:: Exercise prompt ::
Below are the records; give again exactly the line with "20, 15), SkSamplingOptions());", the line with "f7.setSubpixel(true);", and each line that lies between them, and nothing besides.

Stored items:
[Start of section]
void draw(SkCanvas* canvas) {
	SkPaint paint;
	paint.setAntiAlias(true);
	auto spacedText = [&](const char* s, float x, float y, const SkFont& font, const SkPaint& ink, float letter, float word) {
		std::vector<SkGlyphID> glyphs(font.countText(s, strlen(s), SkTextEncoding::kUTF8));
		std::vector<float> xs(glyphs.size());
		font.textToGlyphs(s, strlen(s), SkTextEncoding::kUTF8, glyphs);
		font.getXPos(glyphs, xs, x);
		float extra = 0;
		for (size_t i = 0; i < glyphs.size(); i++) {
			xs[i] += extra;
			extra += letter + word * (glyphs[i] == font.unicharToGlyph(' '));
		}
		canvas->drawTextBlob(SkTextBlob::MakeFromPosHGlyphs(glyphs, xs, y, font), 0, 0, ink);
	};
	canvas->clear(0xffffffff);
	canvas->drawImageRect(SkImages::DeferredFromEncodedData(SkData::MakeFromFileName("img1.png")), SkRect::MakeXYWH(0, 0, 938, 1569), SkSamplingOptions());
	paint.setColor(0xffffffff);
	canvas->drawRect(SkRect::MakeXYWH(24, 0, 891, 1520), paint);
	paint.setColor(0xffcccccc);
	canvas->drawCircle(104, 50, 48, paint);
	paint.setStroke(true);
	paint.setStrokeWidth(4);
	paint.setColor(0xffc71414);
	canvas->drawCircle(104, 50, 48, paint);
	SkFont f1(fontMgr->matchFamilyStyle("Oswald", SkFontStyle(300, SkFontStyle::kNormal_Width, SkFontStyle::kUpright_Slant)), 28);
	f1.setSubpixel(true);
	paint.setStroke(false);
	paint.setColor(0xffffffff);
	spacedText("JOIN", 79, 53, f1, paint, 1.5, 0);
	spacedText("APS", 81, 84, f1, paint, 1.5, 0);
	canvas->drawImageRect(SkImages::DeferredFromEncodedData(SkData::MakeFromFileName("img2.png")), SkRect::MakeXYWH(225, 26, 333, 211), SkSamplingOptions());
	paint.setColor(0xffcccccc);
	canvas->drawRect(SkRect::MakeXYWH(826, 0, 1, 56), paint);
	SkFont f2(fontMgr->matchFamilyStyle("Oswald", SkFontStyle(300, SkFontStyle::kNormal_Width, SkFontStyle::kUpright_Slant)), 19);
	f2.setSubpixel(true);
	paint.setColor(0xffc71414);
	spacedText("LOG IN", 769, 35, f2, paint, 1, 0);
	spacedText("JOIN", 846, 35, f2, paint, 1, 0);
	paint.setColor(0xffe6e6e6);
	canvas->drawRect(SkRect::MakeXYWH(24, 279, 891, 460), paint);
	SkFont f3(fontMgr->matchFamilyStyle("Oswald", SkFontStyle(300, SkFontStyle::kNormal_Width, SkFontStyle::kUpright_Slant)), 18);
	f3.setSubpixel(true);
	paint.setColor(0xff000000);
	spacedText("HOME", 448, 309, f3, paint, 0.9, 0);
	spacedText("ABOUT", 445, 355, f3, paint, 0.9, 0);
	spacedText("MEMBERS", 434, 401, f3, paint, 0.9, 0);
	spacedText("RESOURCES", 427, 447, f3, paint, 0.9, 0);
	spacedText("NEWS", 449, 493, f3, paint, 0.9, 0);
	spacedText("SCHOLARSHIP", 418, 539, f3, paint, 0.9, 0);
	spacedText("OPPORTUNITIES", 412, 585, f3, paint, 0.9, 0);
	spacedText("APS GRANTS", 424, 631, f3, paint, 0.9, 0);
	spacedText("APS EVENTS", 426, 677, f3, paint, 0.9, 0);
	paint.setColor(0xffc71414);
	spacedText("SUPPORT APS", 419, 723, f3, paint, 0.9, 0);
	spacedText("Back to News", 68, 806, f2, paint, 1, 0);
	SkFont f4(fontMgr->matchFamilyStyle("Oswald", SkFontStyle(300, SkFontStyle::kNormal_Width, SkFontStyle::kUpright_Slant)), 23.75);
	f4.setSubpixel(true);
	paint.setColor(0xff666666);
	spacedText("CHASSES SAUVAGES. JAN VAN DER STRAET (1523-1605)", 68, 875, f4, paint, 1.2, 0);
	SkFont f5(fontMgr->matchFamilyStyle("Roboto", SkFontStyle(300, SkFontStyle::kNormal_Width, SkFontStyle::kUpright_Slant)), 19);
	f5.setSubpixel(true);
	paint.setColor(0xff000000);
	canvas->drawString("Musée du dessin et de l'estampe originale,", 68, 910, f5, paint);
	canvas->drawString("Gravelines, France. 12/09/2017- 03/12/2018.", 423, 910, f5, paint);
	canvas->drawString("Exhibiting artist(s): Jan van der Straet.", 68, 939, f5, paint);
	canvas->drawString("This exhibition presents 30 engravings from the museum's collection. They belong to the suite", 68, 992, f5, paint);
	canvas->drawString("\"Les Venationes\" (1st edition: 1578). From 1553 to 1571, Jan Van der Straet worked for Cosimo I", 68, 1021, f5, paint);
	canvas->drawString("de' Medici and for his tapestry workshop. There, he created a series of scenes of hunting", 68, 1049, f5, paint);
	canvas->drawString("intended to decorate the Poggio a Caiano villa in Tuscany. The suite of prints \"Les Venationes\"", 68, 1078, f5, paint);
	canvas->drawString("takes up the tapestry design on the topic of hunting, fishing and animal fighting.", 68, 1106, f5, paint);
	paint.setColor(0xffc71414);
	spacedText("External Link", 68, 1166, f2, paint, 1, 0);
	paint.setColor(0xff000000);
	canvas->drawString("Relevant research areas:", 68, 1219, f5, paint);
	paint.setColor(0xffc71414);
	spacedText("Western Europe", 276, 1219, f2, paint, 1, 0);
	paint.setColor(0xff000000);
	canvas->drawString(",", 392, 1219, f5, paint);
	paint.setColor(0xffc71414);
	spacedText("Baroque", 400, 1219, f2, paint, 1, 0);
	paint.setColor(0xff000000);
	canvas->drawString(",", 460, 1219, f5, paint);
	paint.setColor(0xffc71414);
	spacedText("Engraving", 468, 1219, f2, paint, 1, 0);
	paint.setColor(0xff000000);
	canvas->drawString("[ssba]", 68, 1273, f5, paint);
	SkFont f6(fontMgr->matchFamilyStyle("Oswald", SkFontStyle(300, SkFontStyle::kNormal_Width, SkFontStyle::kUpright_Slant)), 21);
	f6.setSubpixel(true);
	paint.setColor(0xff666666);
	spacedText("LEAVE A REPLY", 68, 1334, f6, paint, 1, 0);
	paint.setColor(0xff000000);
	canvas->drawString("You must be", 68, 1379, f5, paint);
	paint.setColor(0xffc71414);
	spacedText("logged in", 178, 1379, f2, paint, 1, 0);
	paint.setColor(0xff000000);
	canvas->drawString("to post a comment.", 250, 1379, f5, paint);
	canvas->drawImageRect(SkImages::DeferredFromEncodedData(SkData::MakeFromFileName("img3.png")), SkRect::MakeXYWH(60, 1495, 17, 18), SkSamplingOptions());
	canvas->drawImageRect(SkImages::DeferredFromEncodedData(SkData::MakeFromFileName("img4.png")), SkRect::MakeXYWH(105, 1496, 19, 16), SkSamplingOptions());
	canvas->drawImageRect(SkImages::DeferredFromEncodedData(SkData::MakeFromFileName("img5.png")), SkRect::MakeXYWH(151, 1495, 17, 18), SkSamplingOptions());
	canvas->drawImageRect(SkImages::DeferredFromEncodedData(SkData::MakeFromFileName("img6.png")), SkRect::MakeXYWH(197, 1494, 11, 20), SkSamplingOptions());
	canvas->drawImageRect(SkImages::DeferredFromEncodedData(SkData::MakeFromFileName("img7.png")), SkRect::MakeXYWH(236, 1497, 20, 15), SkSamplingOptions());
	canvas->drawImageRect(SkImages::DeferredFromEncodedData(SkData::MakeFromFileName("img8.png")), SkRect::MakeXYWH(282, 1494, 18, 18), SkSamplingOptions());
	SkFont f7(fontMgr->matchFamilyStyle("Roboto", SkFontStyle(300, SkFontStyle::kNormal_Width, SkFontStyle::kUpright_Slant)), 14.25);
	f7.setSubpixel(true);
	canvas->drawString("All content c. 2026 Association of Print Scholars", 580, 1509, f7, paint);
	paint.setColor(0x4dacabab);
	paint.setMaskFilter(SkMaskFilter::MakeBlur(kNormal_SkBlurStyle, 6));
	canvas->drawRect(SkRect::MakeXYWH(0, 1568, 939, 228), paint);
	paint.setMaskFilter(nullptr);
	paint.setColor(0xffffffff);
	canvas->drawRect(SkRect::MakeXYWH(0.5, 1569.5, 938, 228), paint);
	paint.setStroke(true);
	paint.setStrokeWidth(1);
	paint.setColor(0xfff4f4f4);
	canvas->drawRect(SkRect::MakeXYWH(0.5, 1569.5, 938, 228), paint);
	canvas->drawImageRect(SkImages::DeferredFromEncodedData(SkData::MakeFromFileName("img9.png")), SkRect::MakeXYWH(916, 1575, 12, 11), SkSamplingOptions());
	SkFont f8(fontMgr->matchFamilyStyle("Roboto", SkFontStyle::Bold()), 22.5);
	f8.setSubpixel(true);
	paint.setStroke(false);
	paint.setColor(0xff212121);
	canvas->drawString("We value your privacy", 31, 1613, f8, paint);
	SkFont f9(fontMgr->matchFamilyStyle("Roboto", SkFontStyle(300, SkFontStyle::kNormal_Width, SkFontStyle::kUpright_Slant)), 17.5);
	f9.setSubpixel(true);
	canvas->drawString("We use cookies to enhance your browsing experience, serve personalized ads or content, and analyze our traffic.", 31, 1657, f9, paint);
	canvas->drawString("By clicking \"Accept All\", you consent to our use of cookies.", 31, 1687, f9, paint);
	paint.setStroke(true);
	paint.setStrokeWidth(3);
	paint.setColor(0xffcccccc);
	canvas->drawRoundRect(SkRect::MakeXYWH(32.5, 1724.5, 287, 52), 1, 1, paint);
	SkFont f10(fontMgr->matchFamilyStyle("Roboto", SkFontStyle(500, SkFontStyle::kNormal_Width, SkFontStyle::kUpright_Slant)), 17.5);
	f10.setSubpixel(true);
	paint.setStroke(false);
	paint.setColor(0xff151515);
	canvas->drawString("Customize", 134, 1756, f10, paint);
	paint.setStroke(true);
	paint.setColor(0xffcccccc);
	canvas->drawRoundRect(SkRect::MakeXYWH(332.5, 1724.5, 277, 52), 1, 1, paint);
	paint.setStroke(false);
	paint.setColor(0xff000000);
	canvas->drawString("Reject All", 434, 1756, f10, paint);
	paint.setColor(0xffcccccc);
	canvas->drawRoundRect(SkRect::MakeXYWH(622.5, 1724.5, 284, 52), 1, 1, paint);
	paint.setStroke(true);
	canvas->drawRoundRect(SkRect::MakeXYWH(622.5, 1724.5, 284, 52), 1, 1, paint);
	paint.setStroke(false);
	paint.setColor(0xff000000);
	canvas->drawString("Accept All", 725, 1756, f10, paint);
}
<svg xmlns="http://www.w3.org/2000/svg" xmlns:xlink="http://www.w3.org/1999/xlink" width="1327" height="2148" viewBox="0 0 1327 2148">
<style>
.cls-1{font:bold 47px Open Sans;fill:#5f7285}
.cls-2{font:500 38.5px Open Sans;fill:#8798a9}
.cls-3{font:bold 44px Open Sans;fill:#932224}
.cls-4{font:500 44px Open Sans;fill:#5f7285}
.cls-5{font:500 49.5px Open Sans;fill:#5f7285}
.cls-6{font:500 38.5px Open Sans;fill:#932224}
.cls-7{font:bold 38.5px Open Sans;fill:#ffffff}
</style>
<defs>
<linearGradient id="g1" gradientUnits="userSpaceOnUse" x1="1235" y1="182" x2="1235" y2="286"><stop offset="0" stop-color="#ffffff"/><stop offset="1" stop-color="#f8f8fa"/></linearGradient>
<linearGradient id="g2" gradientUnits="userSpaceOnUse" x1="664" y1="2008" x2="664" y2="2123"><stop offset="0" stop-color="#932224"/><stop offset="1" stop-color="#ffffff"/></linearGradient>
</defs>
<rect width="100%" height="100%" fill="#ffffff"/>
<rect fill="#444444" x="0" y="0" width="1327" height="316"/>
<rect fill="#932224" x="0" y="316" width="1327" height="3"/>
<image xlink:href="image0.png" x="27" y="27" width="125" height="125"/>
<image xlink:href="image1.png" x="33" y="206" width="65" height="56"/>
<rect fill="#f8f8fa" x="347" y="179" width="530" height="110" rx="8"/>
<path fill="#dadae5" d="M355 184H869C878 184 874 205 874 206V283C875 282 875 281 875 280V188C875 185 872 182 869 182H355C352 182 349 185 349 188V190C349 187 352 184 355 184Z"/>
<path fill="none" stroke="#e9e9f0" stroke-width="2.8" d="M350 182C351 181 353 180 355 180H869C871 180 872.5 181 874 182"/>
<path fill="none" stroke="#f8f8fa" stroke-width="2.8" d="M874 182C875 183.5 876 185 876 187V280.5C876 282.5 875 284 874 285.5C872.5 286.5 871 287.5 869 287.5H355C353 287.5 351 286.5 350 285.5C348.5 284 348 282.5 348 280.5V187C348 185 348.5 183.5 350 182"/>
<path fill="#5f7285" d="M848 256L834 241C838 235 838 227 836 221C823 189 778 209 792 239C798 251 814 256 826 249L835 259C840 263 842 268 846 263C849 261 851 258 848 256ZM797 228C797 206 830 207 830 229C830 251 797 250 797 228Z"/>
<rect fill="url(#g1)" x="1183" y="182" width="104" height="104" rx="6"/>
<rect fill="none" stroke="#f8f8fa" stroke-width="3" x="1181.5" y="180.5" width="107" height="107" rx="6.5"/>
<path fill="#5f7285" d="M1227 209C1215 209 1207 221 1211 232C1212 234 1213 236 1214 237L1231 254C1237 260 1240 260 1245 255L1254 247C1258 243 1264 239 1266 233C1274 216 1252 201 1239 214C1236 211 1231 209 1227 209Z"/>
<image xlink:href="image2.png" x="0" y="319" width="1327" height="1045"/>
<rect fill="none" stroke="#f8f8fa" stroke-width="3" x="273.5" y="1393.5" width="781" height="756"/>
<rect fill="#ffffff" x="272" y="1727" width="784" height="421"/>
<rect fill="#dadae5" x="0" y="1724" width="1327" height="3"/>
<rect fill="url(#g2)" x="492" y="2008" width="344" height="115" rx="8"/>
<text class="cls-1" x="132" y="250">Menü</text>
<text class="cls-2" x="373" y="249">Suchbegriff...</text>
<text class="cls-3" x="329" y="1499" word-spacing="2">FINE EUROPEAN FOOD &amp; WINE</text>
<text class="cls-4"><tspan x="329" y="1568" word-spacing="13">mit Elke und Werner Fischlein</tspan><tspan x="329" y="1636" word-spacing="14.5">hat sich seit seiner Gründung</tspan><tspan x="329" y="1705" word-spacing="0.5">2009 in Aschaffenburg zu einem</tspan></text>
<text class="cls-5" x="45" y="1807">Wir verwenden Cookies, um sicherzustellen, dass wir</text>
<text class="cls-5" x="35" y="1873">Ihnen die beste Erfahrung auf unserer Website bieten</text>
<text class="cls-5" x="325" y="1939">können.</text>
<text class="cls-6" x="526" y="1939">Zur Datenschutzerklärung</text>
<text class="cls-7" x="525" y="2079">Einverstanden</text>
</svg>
[End of section]
:: Response below ::
	canvas->drawImageRect(SkImages::DeferredFromEncodedData(SkData::MakeFromFileName("img7.png")), SkRect::MakeXYWH(236, 1497, 20, 15), SkSamplingOptions());
	canvas->drawImageRect(SkImages::DeferredFromEncodedData(SkData::MakeFromFileName("img8.png")), SkRect::MakeXYWH(282, 1494, 18, 18), SkSamplingOptions());
	SkFont f7(fontMgr->matchFamilyStyle("Roboto", SkFontStyle(300, SkFontStyle::kNormal_Width, SkFontStyle::kUpright_Slant)), 14.25);
	f7.setSubpixel(true);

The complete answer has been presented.